(Data records)

►

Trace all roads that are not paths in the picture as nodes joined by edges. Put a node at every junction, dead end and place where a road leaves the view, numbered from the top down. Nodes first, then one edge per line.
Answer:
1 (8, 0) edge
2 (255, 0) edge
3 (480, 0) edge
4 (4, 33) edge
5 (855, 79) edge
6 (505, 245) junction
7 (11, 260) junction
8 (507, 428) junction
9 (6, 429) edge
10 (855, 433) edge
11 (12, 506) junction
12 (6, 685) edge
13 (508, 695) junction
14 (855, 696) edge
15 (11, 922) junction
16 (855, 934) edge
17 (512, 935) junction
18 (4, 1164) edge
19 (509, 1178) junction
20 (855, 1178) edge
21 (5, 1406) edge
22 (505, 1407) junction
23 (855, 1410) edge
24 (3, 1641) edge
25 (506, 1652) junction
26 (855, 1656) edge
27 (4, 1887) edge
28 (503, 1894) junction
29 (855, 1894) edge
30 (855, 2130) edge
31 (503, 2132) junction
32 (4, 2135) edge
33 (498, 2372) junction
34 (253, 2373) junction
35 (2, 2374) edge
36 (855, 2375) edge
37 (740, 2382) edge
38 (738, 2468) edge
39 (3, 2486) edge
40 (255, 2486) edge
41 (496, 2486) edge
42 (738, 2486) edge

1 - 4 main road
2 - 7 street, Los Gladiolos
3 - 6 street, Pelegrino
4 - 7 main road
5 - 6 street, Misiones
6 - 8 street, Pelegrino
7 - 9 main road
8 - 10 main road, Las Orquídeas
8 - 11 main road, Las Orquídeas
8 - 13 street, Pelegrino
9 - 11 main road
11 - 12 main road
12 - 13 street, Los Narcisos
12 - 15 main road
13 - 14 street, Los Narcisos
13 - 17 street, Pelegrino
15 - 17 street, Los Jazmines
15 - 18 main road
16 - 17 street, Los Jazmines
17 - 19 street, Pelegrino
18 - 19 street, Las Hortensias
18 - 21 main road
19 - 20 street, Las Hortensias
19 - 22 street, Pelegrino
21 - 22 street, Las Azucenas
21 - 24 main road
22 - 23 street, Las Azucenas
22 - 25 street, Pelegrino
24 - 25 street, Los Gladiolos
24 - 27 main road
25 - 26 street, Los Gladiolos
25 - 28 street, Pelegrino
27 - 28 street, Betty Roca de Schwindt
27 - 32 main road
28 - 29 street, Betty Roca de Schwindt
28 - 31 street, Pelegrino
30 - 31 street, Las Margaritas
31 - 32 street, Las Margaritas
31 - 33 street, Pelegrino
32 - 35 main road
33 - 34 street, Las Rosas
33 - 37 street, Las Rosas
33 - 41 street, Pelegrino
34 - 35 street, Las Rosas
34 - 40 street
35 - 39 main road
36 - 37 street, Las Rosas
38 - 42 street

◄

Goal of the exercise:
From the entries above, copy each line holding "Azucenas".

Problem solution:
21 - 22 street, Las Azucenas
22 - 23 street, Las Azucenas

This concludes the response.